It requires immediate aggressive treatment with chemotherapy prior to surgery and is treated differently than more common types of breast cancer.
Ibc has a higher risk of recurrence than other types of breast cancer. It is the most lethal of the breast cancers, but an early diagnosis and quick start of treatment improves the chances of survival. Chemotherapy is usually begun within days of diagnosis. With new and upcoming treatment protocols, there is always hope of long-term survival.
We have all been positively conditioned to the fact that when a woman discovers a lump on her breast she should go to the doctor immediately, but how many people know that you don't have to have a lump to have breast cancer. Mammograms and ultrasounds are not enough.

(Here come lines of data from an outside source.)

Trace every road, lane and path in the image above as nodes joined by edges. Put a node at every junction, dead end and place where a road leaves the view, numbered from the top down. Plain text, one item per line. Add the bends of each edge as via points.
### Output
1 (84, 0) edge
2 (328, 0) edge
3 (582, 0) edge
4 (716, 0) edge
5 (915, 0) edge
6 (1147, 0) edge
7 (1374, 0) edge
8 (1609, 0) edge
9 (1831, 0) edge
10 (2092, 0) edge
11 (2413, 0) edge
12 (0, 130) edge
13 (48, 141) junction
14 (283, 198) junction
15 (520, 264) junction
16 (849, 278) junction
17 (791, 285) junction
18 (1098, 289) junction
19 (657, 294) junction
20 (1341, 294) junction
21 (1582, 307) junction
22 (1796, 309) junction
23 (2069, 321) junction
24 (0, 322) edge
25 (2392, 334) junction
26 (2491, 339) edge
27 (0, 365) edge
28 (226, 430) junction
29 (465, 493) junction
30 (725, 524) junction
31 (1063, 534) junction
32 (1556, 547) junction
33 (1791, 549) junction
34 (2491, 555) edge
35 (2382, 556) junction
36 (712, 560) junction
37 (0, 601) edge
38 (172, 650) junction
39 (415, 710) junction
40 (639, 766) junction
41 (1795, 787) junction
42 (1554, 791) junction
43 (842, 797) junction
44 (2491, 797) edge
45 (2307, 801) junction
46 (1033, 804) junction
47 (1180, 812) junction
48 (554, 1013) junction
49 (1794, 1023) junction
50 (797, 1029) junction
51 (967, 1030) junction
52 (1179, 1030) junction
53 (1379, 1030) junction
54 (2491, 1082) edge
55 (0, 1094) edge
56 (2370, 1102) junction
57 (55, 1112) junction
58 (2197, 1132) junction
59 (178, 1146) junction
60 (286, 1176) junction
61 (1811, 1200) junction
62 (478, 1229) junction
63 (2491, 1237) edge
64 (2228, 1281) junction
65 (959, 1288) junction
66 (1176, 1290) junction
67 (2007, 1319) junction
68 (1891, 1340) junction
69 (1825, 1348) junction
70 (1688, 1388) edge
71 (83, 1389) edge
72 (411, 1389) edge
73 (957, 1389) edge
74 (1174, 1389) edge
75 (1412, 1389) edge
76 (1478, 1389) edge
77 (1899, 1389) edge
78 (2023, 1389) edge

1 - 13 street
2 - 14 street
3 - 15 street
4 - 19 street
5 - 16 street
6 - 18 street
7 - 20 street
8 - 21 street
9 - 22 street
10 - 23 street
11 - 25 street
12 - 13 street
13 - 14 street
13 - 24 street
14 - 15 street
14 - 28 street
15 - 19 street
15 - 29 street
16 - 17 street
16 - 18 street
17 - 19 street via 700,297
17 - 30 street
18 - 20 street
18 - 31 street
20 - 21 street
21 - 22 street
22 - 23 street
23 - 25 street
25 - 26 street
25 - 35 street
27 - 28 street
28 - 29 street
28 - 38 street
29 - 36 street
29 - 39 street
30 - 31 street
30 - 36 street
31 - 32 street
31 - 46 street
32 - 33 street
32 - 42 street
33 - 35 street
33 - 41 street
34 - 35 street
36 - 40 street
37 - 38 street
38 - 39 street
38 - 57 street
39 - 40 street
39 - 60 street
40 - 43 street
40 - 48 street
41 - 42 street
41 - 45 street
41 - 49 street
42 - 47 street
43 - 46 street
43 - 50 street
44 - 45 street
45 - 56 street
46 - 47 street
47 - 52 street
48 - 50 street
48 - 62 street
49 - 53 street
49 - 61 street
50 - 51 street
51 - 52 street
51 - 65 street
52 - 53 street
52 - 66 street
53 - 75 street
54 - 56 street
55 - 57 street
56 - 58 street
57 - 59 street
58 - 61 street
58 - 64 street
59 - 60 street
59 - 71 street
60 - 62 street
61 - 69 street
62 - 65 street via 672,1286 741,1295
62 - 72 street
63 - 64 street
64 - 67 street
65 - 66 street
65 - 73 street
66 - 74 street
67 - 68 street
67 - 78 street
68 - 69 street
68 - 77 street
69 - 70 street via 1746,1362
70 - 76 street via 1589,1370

Inflammatory carcinoma of the breast (aka inflammatory breast cancer) usually grows in nests or sheets, rather than as a confined, solid tumor; and therefore, it can be diffuse throughout the breast with no palpable mass. The cancer cells can clog the lymphatic system just below the skin. Lymph node involvement is often assumed. Increased breast density compared to prior mammograms should be considered suspicious.
A certain percentage of the women (and men) who are diagnosed with inflammatory breast cancer are initially misdiagnosed. The symptoms are similar to mastitis, a relatively minor breast infection. Most physicians will prescribe antibiotics to rule out mastitis. If after a week, the symptoms do not dissipate, a biopsy should be performed.
Ibc has been diagnosed in very young women, and many patient members of an international web-based support group for inflammatory breast cancer at the ibc support web site are young women in their twenties and thirties. A surprising number of these young women were eventually diagnosed during pregnancy or during lactation. While young women normally are at lower risk for breast cancer, the fact that ibc is the most aggressive form of breast cancer, means that some of them have metastases or spread of the cancer to distant sites (stage iv) by the time a diagnosis is made.
Inflammatory carcinoma - signs and symptoms
one or more of the following are typical signs and symptoms:
* increase in breast size over a relatively short period of time (sometimes a cup size in a few days)
* itching (called pruritus) that is unrelenting and unrelieved by medicated creams and ointments
* pink, red, or dark-colored area (called erythema) sometimes with texture similar to the skin of an orange (called peau d'orange)
* ridges and thickened areas of the skin
* what appears to be a bruise that does not go away
* nipple flattening or retraction
* nipple discharge
* breast is excessively warm to the touch
* breast is harder or firmer than usual
* breast pain which is not cyclic in nature (may be constant or stabbing)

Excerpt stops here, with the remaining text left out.